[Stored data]
.....

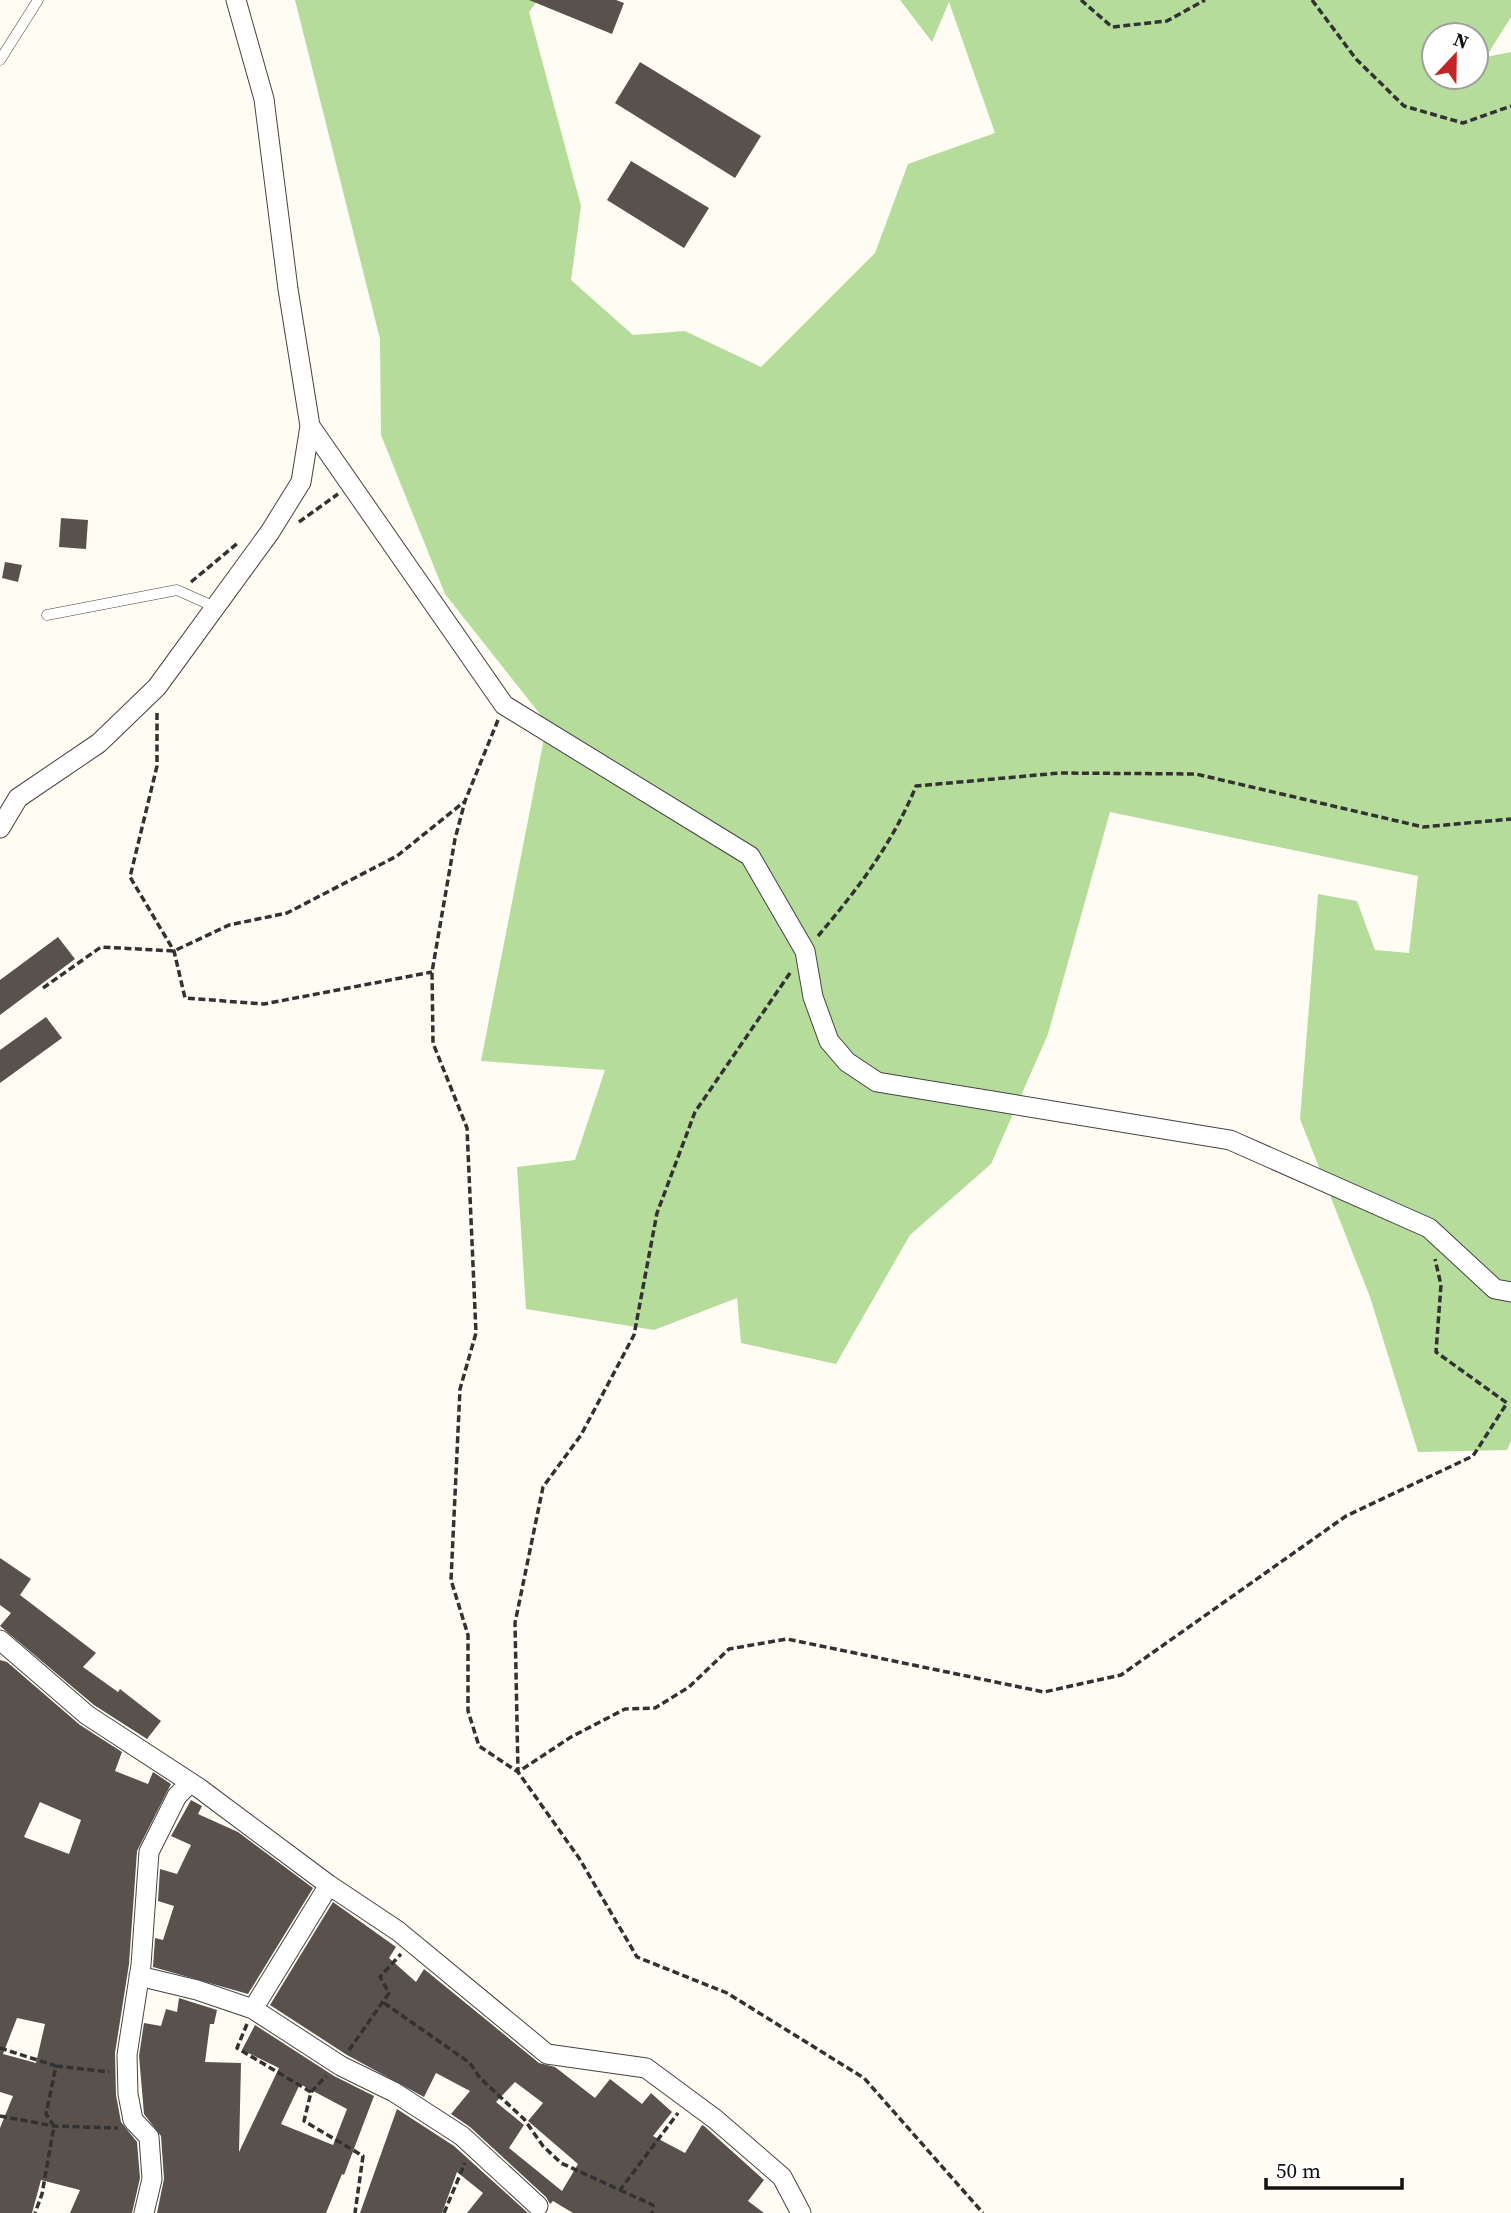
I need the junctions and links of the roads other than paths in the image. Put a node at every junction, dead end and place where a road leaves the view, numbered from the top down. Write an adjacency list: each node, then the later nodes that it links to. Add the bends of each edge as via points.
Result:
1 (38, 0): 3 (lane)
2 (236, 0): 4 (street, via 264,99)
3 (0, 60)
4 (310, 426): 5 (street, via 301,482); 8 (street, via 503,705 750,856 805,951 813,997 829,1041 847,1062 877,1082 1230,1140 1429,1228 1495,1289)
5 (215, 607): 6 (lane, via 177,590); 7 (street, via 157,687 99,743 18,798)
6 (47, 615)
7 (0, 828)
8 (1511, 1292)
9 (0, 1640): 10 (street, via 87,1715)
10 (190, 1783): 11 (street); 12 (street, via 177,1796 149,1852)
11 (329, 1885): 13 (street); 16 (street, via 411,1942 547,2054 646,2068 782,2177)
12 (139, 1976): 13 (street); 15 (street, via 127,2055 133,2120 149,2137 152,2179)
13 (253, 2009): 14 (street, via 462,2136)
14 (538, 2206)
15 (144, 2213)
16 (801, 2213)

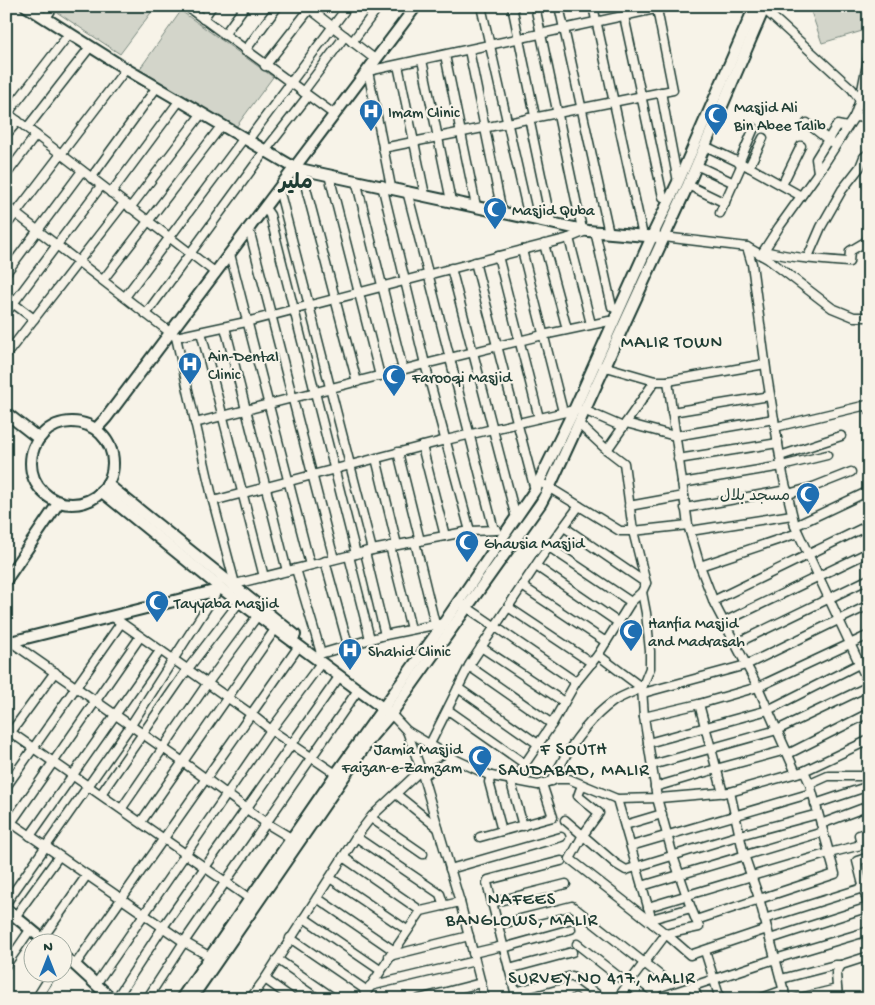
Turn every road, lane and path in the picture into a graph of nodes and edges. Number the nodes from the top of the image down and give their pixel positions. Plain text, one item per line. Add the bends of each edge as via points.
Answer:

.....

- _EXERCISE AIM_: Repeat the records exactly but leave out the images.

- _SOLUTION FOR THIS PROBLEM_:
I need the junctions and links of the roads other than paths in the image. Put a node at every junction, dead end and place where a road leaves the view, numbered from the top down. Write an adjacency list: each node, then the later nodes that it links to. Add the bends of each edge as via points.
Result:
1 (38, 0): 3 (lane)
2 (236, 0): 4 (street, via 264,99)
3 (0, 60)
4 (310, 426): 5 (street, via 301,482); 8 (street, via 503,705 750,856 805,951 813,997 829,1041 847,1062 877,1082 1230,1140 1429,1228 1495,1289)
5 (215, 607): 6 (lane, via 177,590); 7 (street, via 157,687 99,743 18,798)
6 (47, 615)
7 (0, 828)
8 (1511, 1292)
9 (0, 1640): 10 (street, via 87,1715)
10 (190, 1783): 11 (street); 12 (street, via 177,1796 149,1852)
11 (329, 1885): 13 (street); 16 (street, via 411,1942 547,2054 646,2068 782,2177)
12 (139, 1976): 13 (street); 15 (street, via 127,2055 133,2120 149,2137 152,2179)
13 (253, 2009): 14 (street, via 462,2136)
14 (538, 2206)
15 (144, 2213)
16 (801, 2213)

Turn every road, lane and path in the picture into a graph of nodes and edges. Number the nodes from the top of the image down and give their pixel positions. Plain text, one item per line. Add the bends of each edge as via points.
Answer:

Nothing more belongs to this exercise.